## Data shown
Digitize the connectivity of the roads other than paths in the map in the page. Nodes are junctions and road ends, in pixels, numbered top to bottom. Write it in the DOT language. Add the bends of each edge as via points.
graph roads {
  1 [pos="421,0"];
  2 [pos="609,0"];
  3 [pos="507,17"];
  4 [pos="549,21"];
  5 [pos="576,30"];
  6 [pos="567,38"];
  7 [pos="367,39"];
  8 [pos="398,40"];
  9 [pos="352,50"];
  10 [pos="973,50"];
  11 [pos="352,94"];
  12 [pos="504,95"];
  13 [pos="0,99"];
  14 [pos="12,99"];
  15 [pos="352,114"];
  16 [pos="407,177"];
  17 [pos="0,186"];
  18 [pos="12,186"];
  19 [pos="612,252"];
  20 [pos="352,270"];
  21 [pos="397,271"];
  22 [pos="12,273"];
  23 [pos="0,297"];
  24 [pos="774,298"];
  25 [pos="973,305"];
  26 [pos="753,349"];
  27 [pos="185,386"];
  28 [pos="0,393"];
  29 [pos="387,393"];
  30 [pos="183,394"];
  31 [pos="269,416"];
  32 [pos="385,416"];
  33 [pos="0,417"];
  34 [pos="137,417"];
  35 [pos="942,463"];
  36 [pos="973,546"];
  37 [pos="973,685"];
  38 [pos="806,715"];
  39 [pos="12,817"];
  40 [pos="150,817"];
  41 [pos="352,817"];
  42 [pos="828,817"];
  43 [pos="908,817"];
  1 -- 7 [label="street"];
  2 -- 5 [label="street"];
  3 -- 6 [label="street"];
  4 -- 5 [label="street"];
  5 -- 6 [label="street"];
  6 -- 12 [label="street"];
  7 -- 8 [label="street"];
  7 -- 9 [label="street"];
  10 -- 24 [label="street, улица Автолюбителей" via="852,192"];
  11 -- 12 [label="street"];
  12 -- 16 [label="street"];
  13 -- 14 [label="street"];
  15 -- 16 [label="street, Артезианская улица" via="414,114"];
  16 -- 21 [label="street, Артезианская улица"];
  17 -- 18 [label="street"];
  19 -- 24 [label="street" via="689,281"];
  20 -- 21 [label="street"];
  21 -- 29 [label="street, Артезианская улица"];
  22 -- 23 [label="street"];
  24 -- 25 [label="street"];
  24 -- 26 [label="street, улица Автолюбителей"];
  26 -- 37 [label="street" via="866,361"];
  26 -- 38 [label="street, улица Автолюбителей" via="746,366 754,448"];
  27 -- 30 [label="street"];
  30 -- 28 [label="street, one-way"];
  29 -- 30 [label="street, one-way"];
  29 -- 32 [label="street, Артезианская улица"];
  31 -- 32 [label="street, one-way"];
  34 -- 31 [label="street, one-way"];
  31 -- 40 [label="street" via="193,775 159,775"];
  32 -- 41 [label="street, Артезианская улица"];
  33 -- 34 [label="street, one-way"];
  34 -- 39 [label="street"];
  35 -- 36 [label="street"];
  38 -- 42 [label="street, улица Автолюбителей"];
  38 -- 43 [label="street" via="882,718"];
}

## About this task
How many lines of the preceding listing hold the string "улица"? Answer with the number only.

## Result for this exercise
9